╭─ DATA SECTION
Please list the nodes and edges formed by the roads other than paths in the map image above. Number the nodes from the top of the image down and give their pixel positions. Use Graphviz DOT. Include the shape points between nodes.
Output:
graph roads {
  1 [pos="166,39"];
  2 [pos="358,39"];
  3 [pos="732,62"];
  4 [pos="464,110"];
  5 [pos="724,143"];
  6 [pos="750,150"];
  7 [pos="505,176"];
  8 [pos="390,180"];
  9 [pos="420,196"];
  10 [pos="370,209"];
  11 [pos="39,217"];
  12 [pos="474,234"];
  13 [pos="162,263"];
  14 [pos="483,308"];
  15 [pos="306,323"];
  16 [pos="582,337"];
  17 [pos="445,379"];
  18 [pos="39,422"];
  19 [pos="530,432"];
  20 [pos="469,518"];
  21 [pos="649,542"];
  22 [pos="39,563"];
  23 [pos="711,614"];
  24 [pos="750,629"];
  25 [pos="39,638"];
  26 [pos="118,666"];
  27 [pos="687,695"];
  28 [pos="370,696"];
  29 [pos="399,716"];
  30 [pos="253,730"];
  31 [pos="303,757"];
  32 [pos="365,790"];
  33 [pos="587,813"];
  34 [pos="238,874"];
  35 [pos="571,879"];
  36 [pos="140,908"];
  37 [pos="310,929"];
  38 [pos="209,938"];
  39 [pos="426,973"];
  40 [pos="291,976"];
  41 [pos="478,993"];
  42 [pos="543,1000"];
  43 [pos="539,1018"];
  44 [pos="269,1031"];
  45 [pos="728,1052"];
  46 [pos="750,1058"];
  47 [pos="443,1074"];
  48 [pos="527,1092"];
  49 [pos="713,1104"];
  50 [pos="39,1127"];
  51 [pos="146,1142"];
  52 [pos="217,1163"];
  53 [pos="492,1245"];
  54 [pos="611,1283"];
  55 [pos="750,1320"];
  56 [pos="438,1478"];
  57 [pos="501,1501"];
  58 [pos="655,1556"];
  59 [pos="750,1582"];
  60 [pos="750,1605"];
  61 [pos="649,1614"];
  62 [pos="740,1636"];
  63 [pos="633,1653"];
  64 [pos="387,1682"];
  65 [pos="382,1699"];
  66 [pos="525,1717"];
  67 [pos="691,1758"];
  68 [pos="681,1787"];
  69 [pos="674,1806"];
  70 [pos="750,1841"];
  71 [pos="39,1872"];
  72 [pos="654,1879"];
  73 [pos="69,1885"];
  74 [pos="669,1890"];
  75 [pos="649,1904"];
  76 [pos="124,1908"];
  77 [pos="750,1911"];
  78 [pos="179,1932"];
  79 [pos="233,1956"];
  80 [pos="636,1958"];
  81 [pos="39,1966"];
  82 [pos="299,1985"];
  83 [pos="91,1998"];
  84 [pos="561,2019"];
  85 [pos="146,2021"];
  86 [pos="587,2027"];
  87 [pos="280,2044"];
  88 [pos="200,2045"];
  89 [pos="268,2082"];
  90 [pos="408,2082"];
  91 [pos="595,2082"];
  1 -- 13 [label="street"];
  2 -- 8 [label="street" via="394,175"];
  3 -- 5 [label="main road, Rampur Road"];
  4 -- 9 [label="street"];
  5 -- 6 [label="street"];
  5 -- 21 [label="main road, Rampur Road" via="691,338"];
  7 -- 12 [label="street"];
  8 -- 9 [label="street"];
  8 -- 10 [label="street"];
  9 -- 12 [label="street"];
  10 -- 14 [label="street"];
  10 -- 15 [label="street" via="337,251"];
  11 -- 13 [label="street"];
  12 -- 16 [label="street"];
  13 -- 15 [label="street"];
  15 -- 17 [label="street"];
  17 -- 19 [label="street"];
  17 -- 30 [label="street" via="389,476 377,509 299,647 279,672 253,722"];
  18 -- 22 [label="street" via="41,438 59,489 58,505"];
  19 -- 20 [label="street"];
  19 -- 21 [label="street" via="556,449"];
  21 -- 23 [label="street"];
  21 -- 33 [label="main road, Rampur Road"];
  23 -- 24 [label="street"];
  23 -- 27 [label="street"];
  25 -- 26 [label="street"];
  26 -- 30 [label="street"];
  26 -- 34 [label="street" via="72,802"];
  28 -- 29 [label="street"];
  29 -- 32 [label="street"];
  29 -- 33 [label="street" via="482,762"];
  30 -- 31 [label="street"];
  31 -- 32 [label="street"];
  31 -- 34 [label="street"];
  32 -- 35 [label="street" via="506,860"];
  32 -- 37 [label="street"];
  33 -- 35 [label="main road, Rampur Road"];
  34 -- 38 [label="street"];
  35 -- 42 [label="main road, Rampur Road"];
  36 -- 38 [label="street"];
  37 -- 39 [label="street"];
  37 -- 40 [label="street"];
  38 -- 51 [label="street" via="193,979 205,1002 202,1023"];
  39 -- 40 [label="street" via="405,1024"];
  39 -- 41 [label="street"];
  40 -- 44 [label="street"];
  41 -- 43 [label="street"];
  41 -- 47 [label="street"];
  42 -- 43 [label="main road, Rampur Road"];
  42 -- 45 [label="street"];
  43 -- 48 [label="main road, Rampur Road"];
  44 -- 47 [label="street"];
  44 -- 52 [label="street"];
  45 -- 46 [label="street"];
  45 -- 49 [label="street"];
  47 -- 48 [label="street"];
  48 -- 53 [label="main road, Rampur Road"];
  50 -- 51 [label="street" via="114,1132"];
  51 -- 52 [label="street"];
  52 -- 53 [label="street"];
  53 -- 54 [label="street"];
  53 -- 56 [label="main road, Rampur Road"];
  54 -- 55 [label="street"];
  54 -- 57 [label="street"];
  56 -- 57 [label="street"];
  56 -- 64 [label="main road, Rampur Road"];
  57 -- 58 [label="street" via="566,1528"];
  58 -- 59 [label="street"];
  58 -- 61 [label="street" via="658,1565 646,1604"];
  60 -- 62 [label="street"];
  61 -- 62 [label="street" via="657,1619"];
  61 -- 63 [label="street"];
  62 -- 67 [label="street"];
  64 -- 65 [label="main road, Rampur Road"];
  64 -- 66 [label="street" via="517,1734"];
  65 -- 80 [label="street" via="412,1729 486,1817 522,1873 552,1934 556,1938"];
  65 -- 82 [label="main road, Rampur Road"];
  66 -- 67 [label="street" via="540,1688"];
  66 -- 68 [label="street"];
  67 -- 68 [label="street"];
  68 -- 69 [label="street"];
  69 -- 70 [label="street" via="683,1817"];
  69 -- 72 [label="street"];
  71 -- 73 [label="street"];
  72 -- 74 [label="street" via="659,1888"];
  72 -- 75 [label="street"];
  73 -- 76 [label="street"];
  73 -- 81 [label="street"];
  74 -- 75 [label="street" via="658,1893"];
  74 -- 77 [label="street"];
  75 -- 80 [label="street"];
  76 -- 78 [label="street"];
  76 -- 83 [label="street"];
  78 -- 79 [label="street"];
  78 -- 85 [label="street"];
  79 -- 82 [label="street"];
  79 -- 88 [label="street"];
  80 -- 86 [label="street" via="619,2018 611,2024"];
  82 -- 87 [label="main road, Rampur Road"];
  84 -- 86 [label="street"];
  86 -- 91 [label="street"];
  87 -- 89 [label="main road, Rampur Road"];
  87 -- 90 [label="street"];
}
╰─
GOAL OF THE EXERCISE: Go through the entries and copy every line that has "roads".

RESULT:
Please list the nodes and edges formed by the roads other than paths in the map image above. Number the nodes from the top of the image down and give their pixel positions. Use Graphviz DOT. Include the shape points between nodes.
graph roads {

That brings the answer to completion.